» **DATA SUPPLIED**
┌──
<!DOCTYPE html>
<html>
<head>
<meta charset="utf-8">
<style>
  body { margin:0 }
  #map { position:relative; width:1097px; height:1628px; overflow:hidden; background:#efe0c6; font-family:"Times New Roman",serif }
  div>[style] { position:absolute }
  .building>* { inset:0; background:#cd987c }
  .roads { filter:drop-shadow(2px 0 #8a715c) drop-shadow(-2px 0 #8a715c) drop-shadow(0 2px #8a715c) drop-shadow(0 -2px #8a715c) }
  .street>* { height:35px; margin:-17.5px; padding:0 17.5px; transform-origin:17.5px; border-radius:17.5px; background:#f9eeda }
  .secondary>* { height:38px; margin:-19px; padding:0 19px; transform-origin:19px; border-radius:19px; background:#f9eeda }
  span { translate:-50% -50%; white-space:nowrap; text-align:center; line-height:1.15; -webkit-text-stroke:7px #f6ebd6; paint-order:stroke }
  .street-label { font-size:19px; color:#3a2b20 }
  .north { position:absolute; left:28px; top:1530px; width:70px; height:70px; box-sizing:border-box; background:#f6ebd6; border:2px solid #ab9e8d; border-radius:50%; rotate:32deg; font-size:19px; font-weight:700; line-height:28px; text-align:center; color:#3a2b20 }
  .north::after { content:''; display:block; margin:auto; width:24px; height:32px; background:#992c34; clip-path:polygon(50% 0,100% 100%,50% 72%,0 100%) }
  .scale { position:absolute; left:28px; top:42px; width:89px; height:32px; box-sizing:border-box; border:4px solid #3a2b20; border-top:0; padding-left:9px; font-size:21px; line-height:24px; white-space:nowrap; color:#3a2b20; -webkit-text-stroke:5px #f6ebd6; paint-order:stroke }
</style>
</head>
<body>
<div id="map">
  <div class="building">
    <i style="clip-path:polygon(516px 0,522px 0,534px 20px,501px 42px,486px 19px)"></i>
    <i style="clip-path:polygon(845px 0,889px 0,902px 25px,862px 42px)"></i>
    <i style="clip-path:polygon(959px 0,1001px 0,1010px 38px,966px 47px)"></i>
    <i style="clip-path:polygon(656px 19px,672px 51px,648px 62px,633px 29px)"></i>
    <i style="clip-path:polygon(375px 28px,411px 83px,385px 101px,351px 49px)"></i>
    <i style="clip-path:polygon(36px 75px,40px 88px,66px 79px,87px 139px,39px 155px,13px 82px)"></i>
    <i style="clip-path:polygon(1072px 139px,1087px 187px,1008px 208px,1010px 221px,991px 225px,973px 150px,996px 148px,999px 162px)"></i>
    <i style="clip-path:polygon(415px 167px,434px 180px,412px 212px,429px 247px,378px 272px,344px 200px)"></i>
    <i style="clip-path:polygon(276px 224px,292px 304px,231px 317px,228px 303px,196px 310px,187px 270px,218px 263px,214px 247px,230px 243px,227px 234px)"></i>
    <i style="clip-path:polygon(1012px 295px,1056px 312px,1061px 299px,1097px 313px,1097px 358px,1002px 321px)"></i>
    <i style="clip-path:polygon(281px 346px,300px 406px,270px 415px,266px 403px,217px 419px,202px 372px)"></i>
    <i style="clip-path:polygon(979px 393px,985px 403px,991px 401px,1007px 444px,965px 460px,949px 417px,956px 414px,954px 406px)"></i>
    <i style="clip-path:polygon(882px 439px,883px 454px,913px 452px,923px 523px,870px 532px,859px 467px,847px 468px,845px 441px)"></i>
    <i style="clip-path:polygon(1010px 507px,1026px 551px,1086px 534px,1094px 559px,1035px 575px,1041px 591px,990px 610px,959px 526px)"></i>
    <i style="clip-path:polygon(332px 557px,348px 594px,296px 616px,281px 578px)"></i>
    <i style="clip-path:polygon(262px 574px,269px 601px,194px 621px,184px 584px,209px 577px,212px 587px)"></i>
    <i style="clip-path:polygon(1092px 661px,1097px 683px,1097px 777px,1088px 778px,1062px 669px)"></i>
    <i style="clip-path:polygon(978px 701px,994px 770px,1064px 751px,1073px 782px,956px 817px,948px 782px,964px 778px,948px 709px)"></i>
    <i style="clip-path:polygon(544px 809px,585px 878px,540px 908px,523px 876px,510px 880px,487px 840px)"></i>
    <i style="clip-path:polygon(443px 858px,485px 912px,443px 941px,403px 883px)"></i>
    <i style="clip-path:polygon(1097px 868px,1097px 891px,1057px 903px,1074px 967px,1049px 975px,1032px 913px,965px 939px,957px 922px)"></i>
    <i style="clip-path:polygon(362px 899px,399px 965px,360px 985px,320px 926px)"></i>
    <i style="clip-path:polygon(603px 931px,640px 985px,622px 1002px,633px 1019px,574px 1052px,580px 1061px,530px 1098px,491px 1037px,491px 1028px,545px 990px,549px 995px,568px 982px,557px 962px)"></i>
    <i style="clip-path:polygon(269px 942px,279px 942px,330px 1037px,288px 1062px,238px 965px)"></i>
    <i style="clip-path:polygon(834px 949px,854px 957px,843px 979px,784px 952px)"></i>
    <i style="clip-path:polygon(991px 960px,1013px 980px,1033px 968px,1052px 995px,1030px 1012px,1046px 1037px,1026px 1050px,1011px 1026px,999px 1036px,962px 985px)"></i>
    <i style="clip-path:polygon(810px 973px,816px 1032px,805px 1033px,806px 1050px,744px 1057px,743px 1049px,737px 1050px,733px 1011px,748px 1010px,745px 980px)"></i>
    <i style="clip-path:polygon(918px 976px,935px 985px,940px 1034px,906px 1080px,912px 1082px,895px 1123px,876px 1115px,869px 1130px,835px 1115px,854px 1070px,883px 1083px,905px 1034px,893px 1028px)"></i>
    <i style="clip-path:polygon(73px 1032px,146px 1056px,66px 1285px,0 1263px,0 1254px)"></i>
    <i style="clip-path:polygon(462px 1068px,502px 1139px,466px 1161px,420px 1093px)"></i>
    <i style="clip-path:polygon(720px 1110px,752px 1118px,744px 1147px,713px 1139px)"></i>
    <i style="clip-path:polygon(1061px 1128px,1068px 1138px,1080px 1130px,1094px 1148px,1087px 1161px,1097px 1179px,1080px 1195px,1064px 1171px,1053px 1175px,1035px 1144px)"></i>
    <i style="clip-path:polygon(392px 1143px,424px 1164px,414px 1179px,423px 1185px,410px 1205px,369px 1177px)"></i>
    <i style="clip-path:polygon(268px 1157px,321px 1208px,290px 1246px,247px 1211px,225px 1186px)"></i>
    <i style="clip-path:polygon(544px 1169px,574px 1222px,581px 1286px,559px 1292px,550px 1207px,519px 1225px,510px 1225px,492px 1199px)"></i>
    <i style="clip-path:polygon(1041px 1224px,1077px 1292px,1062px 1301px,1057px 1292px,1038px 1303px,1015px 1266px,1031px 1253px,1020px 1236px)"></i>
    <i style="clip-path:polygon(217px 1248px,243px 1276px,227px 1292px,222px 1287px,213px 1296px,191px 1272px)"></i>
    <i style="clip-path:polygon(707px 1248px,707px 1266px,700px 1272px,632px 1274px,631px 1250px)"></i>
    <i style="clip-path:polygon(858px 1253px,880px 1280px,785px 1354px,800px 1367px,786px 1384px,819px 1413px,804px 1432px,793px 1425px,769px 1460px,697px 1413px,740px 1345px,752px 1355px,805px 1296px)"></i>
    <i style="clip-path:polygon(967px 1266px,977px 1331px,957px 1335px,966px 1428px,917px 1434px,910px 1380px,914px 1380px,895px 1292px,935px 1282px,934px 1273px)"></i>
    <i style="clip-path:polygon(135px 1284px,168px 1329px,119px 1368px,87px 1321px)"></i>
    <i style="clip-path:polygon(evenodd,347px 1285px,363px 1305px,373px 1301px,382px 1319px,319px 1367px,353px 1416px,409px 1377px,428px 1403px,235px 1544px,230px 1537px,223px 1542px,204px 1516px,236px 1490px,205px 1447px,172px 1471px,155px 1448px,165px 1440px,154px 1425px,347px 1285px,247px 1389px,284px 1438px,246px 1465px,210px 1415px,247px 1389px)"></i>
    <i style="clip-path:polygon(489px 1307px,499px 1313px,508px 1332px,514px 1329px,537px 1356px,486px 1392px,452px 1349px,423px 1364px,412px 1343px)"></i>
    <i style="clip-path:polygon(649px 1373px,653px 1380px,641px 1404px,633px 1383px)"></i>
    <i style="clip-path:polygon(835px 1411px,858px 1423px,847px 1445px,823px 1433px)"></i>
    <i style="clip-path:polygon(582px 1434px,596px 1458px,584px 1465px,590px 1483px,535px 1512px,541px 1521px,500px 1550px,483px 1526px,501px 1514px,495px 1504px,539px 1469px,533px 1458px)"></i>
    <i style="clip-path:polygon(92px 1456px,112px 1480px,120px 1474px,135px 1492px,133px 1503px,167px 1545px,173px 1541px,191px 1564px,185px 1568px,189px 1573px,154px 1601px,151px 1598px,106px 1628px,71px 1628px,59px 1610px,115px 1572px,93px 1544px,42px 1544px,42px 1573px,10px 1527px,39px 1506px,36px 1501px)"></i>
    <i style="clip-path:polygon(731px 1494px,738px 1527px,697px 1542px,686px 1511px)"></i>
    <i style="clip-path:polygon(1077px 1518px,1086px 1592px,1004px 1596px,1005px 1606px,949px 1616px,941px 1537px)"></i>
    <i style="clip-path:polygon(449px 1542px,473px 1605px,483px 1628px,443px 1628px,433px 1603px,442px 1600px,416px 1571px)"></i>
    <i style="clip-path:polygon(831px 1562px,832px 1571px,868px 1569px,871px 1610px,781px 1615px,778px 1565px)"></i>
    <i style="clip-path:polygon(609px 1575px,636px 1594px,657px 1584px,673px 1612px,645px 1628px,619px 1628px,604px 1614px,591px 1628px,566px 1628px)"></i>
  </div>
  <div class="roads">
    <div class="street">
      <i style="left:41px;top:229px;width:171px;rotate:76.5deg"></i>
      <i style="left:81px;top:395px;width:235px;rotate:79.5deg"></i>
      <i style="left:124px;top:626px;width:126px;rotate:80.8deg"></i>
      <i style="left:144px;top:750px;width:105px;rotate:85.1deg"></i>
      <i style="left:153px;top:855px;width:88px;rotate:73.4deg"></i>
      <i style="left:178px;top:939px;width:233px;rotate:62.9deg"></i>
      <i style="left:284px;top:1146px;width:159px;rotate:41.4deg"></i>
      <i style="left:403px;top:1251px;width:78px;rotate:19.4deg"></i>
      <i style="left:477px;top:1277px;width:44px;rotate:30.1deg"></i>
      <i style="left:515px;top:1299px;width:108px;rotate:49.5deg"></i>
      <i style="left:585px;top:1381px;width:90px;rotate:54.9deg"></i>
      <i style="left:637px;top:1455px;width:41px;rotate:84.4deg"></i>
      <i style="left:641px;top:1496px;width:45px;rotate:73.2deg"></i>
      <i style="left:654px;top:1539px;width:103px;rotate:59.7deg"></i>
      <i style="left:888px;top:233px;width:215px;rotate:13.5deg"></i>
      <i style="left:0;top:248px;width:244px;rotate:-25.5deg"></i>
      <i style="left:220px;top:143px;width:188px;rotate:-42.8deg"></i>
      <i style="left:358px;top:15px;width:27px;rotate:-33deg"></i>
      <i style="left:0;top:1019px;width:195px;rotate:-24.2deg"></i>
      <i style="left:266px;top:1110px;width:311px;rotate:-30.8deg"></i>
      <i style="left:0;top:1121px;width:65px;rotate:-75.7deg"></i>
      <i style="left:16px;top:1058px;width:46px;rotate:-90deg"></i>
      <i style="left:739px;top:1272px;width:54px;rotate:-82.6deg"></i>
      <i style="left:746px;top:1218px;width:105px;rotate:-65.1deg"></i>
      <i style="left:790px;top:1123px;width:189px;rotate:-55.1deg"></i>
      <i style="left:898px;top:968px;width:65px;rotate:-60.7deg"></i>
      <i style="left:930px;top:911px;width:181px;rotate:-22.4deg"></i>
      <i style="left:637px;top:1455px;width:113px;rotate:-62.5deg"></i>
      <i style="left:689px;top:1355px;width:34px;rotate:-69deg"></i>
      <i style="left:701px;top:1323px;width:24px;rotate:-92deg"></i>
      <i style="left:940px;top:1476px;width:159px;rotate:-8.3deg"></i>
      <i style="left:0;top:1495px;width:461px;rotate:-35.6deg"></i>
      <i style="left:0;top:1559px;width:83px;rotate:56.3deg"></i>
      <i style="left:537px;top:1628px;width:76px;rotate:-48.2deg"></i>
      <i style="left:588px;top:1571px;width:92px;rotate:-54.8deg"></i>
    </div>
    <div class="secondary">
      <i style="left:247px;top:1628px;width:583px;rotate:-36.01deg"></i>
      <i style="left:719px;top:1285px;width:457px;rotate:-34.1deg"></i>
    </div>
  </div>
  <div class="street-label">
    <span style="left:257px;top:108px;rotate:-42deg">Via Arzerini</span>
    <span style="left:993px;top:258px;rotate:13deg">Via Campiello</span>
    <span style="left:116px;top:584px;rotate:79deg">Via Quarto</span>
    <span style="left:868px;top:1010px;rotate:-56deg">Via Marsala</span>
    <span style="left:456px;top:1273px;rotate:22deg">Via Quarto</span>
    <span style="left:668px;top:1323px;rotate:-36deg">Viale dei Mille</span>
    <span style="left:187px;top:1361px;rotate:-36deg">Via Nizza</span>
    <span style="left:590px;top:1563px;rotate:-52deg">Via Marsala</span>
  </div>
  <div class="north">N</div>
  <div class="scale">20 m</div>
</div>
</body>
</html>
└──
Every line from the top of the material above through the line holding "position:relative; width:1097px; height:1628px;" should be reproduced word for word, and nothing beyond it.

» **PROBLEM SOLUTION**
<!DOCTYPE html>
<html>
<head>
<meta charset="utf-8">
<style>
  body { margin:0 }
  #map { position:relative; width:1097px; height:1628px; overflow:hidden; background:#efe0c6; font-family:"Times New Roman",serif }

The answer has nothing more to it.